Trian Fund Management’s Stock Holdings
The Ideas section of finbox.io tracks top investors and trending investment themes. You can get the latest data on the holdings discussed below at the Nelson Peltz page. The following table summarizes his firm’s entire stock holdings reported in the last filing:
Trian Fund Management Largest Holdings
||% Of Portfolio
||Procter and Gamble
||Mondelez Intl Inc.
||General Electric Co.
||Bank of New York Mellon
Although Trian Fund Management does not take a large number of positions, the firm makes huge bets on the positions it does take. The average value from each of the eight positions is a sizeable $1.6 billion!
Managers with more than $100 million in qualifying assets under management are required to disclose their holdings to the SEC each quarter via 13F filings. Qualifying assets include long positions in U.S. equities and ADRs, call/put options, and convertible debt securities. Shorts, cash positions, foreign investments and other assets are not included. It is important to note that these filings are due 45 days after the quarter end date.
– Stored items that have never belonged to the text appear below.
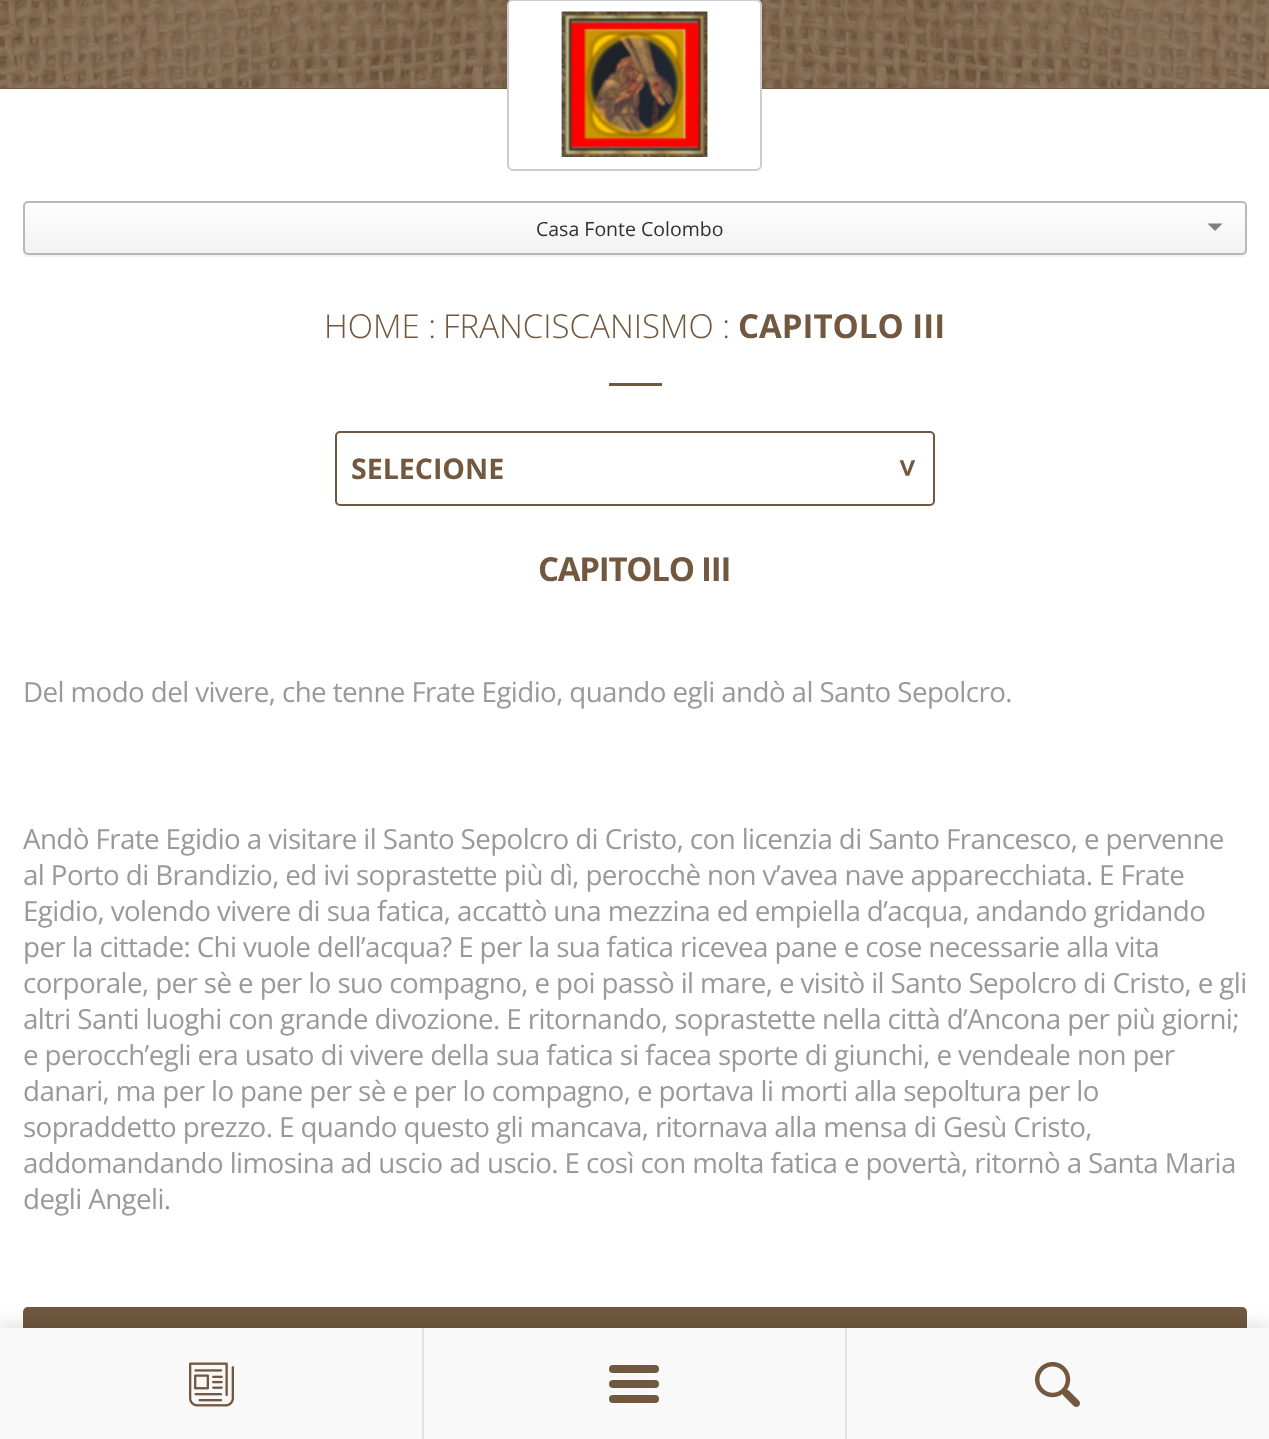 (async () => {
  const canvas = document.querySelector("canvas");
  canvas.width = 1269;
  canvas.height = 1439;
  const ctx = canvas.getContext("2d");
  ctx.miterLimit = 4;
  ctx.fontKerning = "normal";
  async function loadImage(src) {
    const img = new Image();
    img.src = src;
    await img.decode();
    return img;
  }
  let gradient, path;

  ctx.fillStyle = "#ffffff";
  ctx.fillRect(0, 0, 1269, 1439);
  ctx.fillStyle = "#71583f";
  ctx.fillRect(0, 0, 1269, 89);
  ctx.drawImage(await loadImage("img/1.png"), 0, 0, 1269, 88);
  ctx.fillStyle = "#ffffff";
  ctx.beginPath();
  ctx.roundRect(508, 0, 253, 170, 5);
  ctx.fill();
  ctx.strokeStyle = "#cccccc";
  ctx.lineWidth = 2;
  ctx.stroke();
  ctx.drawImage(await loadImage("img/2.png"), 561, 11, 147, 146);
  ctx.fillStyle = "#f2f2f2";
  path = new Path2D("M23 253C23 255 25 257 28 257H1242C1245 257 1247 255 1247 252V208L1246 206V250C1246 253 1244 255 1242 255H27C25 255 24 254 23 253Z");
  ctx.fill(path);
  ctx.save();
  ctx.beginPath();
  ctx.roundRect(23, 201, 1224, 54, 5);
  ctx.clip();
  gradient = ctx.createLinearGradient(635, 202, 635, 254);
  gradient.addColorStop(0, "#fefefe");
  gradient.addColorStop(1, "#f2f2f2");
  ctx.fillStyle = gradient;
  ctx.fillRect(23, 203, 1224, 51);
  ctx.restore();
  ctx.beginPath();
  ctx.roundRect(24, 202, 1222, 52, 4);
  ctx.strokeStyle = "#b8b8b8";
  ctx.stroke();
  ctx.fillStyle = "#808080";
  path = new Path2D("M1207.5 223.5H1222.5L1215 231Z");
  ctx.fill(path);
  ctx.fillStyle = "#71583f";
  ctx.fillRect(609, 383, 53, 3);
  ctx.beginPath();
  ctx.roundRect(336, 432, 598, 73, 4);
  ctx.strokeStyle = "#71583f";
  ctx.stroke();
  ctx.beginPath();
  ctx.roundRect(23, 1307, 1224, 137, 5);
  ctx.fill();
  ctx.fillStyle = "rgba(0, 0, 0, 0.1)";
  ctx.filter = "blur(7.5px)";
  ctx.beginPath();
  ctx.rect(0, 1322, 1269, 112);
  ctx.fill();
  ctx.filter = "none";
  ctx.fillStyle = "#f9f9f9";
  ctx.fillRect(0, 1328, 1269, 111);
  ctx.fillStyle = "#e2e2e2";
  ctx.fillRect(422, 1328, 2, 111);
  ctx.drawImage(await loadImage("img/3.png"), 189, 1362, 45, 45);
  ctx.fillRect(845, 1328, 2, 111);
  ctx.fillStyle = "#71583f";
  ctx.beginPath();
  ctx.roundRect(609, 1380, 50, 8, 4);
  ctx.fill();
  ctx.beginPath();
  ctx.roundRect(609, 1365, 50, 8, 4);
  ctx.fill();
  ctx.beginPath();
  ctx.roundRect(609, 1395, 50, 8, 4);
  ctx.fill();
  ctx.drawImage(await loadImage("img/4.png"), 1035, 1362, 45, 45);
  ctx.font = "19.5px Open Sans";
  ctx.fillStyle = "#303030";
  ctx.fillText("Casa Fonte Colombo", 536, 236);
  ctx.font = "300 33px Open Sans";
  ctx.fillStyle = "#71583f";
  ctx.fillText("HOME :", 324, 338);
  ctx.fillText("FRANCISCANISMO :", 443, 338);
  ctx.font = "bold 33px Open Sans";
  ctx.fillText("CAPITOLO III", 738, 338);
  ctx.font = "bold 28.5px Open Sans";
  ctx.fillText("SELECIONE", 351, 479);
  ctx.font = "bold 30px DejaVu Sans Mono";
  ctx.save();
  ctx.translate(898, 459);
  ctx.rotate(90 * Math.PI / 180);
  ctx.fillText(">", 0, 0);
  ctx.restore();
  ctx.letterSpacing = "-1.25px";
  ctx.font = "bold 33px Open Sans";
  ctx.fillText("CAPITOLO III", 538, 581);
  ctx.letterSpacing = "-0.6px";
  ctx.font = "27.75px Open Sans";
  ctx.fillStyle = "#999999";
  for (const [text, x, y] of [
    ["Del modo del vivere, che tenne Frate Egidio, quando egli andò al Santo Sepolcro.", 23, 702],
    ["Andò Frate Egidio a visitare il Santo Sepolcro di Cristo, con licenzia di Santo Francesco, e pervenne", 23, 849],
    ["al Porto di Brandizio, ed ivi soprastette più dì, perocchè non v’avea nave apparecchiata. E Frate", 23, 885],
    ["Egidio, volendo vivere di sua fatica, accattò una mezzina ed empiella d’acqua, andando gridando", 23, 921],
    ["per la cittade: Chi vuole dell’acqua? E per la sua fatica ricevea pane e cose necessarie alla vita", 23, 957],
    ["corporale, per sè e per lo suo compagno, e poi passò il mare, e visitò il Santo Sepolcro di Cristo, e gli", 23, 993],
    ["altri Santi luoghi con grande divozione. E ritornando, soprastette nella città d’Ancona per più giorni;", 23, 1029],
    ["e perocch’egli era usato di vivere della sua fatica si facea sporte di giunchi, e vendeale non per", 23, 1065],
    ["danari, ma per lo pane per sè e per lo compagno, e portava li morti alla sepoltura per lo", 23, 1101],
    ["sopraddetto prezzo. E quando questo gli mancava, ritornava alla mensa di Gesù Cristo,", 23, 1137],
    ["addomandando limosina ad uscio ad uscio. E così con molta fatica e povertà, ritornò a Santa Maria", 23, 1173],
    ["degli Angeli.", 23, 1209],
  ]) {
    ctx.fillText(text, x, y);
  }
})();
Therefore, Trian Fund Management’s holdings above represent positions held as of September 30th and not necessarily reflective of the fund’s current stock holdings.
However, most can agree that with thousands of stocks traded on U.S. exchanges, doing thorough research on each one is nearly impossible for smaller investors. Leveraging the resources of the largest hedge funds on Wall Street can be a powerful way to narrow down the list.
As of this writing, I did not hold a position in any of the aforementioned securities and this is not a buy or sell recommendation on any security mentioned.